WHAT YOU ARE ASKED TO DO
Which lines in the records below contain the word "main"? Copy each one out.
══════
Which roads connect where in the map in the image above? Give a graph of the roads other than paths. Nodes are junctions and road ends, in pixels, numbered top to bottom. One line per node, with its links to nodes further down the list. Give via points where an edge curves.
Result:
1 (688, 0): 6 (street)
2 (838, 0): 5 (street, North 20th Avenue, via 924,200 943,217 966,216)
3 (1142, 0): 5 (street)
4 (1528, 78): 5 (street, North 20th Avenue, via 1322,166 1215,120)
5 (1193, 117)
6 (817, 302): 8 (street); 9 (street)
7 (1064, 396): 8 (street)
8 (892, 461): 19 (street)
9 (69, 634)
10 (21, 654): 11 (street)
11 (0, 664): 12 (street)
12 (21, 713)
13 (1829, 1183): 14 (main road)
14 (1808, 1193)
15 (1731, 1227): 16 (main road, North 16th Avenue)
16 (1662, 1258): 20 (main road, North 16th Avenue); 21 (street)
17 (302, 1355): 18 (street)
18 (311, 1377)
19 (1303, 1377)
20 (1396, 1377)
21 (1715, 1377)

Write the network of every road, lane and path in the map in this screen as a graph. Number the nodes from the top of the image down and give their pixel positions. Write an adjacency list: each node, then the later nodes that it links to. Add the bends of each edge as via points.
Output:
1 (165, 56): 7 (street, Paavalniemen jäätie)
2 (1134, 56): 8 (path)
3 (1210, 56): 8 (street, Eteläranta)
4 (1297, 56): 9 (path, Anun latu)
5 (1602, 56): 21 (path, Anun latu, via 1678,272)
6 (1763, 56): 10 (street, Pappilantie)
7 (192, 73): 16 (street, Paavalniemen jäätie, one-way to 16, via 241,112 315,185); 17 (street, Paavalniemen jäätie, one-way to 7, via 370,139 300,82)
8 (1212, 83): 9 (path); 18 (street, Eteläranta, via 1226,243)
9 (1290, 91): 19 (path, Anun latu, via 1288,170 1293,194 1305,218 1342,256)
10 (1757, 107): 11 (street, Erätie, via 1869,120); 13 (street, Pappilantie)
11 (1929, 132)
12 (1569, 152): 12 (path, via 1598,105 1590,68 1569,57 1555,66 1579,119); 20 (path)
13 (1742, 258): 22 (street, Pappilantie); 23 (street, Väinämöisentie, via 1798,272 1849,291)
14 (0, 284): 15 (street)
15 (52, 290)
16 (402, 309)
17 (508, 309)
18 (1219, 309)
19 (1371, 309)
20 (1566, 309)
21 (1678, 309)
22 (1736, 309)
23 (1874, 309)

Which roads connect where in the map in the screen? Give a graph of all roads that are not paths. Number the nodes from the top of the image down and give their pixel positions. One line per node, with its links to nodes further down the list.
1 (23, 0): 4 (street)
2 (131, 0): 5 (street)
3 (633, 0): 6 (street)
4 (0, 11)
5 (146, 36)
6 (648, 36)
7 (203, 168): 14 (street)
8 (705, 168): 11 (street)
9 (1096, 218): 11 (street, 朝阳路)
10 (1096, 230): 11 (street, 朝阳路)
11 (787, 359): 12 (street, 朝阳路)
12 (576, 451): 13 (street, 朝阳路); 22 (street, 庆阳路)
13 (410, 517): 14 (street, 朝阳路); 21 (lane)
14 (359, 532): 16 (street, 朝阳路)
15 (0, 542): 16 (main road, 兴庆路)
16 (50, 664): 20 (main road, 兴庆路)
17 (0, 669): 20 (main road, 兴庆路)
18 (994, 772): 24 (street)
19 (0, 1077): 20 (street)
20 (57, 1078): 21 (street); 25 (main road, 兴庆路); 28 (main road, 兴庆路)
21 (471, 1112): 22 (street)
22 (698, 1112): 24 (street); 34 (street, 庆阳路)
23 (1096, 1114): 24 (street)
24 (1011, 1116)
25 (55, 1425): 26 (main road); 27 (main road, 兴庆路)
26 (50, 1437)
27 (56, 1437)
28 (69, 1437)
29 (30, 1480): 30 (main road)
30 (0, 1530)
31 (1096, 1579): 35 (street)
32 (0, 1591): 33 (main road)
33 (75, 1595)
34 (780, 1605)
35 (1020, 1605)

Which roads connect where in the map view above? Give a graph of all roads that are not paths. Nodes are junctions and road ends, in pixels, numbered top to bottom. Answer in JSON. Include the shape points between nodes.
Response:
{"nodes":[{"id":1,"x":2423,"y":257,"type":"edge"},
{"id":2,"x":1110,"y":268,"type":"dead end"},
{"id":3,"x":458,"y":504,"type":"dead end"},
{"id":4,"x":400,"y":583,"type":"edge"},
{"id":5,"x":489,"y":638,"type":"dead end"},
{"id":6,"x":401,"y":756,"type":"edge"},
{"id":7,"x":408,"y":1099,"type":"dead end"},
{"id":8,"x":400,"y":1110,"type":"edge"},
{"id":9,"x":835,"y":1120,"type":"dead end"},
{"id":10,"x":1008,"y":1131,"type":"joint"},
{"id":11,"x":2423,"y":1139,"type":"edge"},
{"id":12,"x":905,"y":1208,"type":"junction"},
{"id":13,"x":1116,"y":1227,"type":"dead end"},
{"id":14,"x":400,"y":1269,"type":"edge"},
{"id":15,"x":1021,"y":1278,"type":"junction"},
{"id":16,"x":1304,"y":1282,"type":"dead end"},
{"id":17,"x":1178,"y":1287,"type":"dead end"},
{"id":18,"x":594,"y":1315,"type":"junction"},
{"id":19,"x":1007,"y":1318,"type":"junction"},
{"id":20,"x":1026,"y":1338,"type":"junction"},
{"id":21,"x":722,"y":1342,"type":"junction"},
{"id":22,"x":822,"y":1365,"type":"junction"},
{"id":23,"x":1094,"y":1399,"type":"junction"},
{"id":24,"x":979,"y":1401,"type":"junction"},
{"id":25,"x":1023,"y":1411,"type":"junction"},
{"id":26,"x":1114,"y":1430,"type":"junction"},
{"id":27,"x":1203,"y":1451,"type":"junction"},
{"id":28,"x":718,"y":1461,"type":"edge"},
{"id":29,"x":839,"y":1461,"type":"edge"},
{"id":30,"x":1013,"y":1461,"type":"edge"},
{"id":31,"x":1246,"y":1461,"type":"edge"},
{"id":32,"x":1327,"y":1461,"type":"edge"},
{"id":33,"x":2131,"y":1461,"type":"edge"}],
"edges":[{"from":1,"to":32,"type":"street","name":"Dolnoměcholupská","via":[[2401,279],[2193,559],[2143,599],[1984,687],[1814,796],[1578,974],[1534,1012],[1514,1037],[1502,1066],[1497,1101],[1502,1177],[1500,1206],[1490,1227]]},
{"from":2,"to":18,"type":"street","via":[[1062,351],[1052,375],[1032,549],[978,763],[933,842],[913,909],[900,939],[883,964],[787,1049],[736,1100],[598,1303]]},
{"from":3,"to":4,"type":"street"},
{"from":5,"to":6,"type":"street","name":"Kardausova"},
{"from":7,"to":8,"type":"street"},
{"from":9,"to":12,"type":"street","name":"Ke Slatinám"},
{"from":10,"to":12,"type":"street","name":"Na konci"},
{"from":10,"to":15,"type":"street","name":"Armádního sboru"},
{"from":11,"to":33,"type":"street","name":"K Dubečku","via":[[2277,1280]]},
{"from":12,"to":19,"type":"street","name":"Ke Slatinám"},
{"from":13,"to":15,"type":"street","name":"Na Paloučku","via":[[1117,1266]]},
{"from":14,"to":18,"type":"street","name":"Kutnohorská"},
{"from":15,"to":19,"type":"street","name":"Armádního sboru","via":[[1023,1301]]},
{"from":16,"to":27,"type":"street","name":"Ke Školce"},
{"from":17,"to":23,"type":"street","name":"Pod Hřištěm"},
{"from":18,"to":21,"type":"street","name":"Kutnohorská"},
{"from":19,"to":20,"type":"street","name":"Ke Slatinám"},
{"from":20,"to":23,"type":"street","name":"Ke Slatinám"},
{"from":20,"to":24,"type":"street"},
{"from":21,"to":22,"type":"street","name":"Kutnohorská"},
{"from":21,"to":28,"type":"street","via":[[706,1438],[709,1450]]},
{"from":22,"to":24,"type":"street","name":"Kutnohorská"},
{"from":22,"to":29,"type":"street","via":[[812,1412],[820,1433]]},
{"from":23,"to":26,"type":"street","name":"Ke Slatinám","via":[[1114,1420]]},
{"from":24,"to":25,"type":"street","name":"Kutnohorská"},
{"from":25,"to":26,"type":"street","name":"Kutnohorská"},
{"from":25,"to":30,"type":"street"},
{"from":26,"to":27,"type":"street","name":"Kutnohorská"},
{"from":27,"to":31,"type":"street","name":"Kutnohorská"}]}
══════
REPLY
13 (1829, 1183): 14 (main road)
15 (1731, 1227): 16 (main road, North 16th Avenue)
16 (1662, 1258): 20 (main road, North 16th Avenue); 21 (street)
15 (0, 542): 16 (main road, 兴庆路)
16 (50, 664): 20 (main road, 兴庆路)
17 (0, 669): 20 (main road, 兴庆路)
20 (57, 1078): 21 (street); 25 (main road, 兴庆路); 28 (main road, 兴庆路)
25 (55, 1425): 26 (main road); 27 (main road, 兴庆路)
29 (30, 1480): 30 (main road)
32 (0, 1591): 33 (main road)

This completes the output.